Shifting criminal thinking from blame and immediate gratification to personal responsibility and caring about actions’ effects on others is no small feat.
“You have to turn around a lifetime of bad thinking,” Crabtree said.
Inside the NICI warden’s office May 12, Fitzgerald said he developed a problem with alcohol after his son was killed in a car crash. His ex-wife, he said, “drank herself to death.”
“I was dealing with a lot of issues and tried to put a Band-Aid on it with alcohol,” he said.
He now uses the few dollars a week his wife is able to send to purchase phone time with her and his 3-year-old granddaughter.
It keeps him connected to his life on the outside — and sane.
“You can see the ones in here that won’t make it by the way they treat the staff,” Fitzgerald said. “I just want to tell them to wake up.
Tell them you’ve been given a chance to be here, and if you can’t obey them while you are in here how are you going to take it to the streets?”
‘A Change in Society’
Fitzgerald, who has a sixth-grade education, was assigned to the substance abuse program and is working on getting his GED at the prison school.
One risk factor for recidivism is lack of education, Carlin said, so Cottonwood inmates have access to a library and computers, and they learn resume writing and job-seeking skills.
Twenty inmates a month get their GEDs at the prison.
“We have an opportunity with this population to really make a change in society,” Carlin said.

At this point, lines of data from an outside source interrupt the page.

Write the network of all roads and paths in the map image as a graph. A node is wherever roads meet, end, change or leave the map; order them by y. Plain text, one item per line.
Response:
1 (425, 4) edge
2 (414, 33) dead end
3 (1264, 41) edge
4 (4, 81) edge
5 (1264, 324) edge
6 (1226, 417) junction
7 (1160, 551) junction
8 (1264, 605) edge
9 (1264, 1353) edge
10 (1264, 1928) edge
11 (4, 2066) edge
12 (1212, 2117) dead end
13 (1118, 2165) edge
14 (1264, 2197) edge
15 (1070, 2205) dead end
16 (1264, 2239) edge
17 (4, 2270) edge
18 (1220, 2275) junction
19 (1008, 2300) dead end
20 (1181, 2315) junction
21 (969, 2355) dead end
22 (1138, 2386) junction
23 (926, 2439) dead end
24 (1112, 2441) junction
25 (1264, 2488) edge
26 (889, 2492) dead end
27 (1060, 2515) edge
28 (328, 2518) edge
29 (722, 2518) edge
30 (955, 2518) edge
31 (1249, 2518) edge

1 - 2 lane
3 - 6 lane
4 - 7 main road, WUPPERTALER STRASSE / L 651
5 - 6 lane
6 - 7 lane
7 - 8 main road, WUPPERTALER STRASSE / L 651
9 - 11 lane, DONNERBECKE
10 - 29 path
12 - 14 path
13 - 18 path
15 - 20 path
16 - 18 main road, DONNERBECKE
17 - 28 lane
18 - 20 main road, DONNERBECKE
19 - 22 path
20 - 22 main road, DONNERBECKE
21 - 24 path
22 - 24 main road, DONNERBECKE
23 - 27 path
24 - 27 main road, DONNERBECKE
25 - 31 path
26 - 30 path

Along with the school building, the Cottonwood compound includes a library and computer room, a medical building and a chapel. It has 80 staff members — including 16 case managers — plus eight contract medical staffers.
Medical care is provided 16 hours a day, including dental and mental health services, and inmates must fill out a request prior to receiving treatment.

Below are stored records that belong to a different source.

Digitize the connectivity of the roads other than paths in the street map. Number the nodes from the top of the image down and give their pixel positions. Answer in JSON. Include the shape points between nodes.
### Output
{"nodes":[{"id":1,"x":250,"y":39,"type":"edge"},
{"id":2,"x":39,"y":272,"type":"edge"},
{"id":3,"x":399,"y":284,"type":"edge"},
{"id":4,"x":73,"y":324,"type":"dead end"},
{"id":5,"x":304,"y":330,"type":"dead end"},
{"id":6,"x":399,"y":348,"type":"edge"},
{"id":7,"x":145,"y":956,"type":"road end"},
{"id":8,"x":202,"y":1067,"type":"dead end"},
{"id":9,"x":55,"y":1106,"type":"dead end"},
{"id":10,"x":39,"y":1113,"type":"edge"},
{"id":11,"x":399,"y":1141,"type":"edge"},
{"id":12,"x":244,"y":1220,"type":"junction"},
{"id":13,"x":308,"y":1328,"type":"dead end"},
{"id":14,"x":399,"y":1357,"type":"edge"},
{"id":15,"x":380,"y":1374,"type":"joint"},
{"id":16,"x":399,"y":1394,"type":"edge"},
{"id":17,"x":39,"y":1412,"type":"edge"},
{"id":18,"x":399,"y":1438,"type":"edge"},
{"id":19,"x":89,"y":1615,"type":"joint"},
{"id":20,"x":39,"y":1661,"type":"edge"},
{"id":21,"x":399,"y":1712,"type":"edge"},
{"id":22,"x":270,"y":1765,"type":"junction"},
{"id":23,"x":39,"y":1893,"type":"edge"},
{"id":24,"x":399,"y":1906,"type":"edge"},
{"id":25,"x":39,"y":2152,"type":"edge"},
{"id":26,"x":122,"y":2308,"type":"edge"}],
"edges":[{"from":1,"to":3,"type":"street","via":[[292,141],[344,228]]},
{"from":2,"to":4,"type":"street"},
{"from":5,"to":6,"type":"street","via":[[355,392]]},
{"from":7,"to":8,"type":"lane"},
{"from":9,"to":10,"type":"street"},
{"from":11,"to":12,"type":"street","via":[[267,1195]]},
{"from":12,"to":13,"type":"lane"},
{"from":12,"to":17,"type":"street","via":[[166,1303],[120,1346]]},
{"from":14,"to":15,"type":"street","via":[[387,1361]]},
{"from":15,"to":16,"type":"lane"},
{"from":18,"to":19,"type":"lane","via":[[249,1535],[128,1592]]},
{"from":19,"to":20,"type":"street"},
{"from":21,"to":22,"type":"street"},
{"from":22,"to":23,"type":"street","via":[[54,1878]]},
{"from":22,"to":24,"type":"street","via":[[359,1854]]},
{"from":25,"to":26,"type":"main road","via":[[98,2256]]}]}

As inmates move from one program to another, to lunch or to their dorms, guards stand at attention in the roadways between buildings.
The inmates walk when told and stand still when told.
They are fed 2,900 calories a day. Breakfast might be sausage and eggs or coffee cake. Lunch might be a sandwich, chips and dessert; two times a week, lunch is hot soup made from leftovers. Inmates’ favorite dinner: hamburgers and french fries, salad and dessert.
On holidays they are served traditional meals. On the Fourth of July they are given disposable plates and picnic lunches and allowed to take them outside.
When Fitzgerald arrived at the compound and observed the communal quarters, he said, he thought: “What have I gotten myself into now?”
There is no such thing as your own space or free time, and there is no sleeping until noon or lounging around. You can’t do those things and function well in society anyway, he said. “But if you didn’t have those skills before, you’ll have them coming out of here.”
When you live among so many inmates you have to watch what you say, not only with words, but with facial expressions, Fitzgerald said, and you have to stop and think about what you’ll say before you say it.
You have to remain on guard all the time, he said, and the stress level is high.
Fitzgerald realizes he will always be an alcoholic, even if he stays sober. And he’s willing to use what he’s learned to maintain his sobriety — even if it means an inquisitive stare as he places a forefinger to his temple as a cue to remember the thought process he’s been taught.
“I don’t want to come back,” he said.
The thought of returning makes him work harder when he’s called on to get up in front of the nine other inmates in his substance abuse group and role-play an alcohol drinking trigger scenario from his life.
In class May 12, Fitzgerald wrung his hands and fidgeted in his chair as his turn grew closer. When it arrived, he identified one of his triggers: his father calling and inviting him for a day of fishing. For the pair, fishing always means beer.
In front of the class, with another inmate playing the role of his father, he worked through the program steps: identifying his feelings and finding ways to deal with the trigger rather than succumbing to the booze.
The sweaty palms were worth it, he said.
“I’m too old for this stuff. I’m learning my lesson. I don’t want my granddaughter to see this.”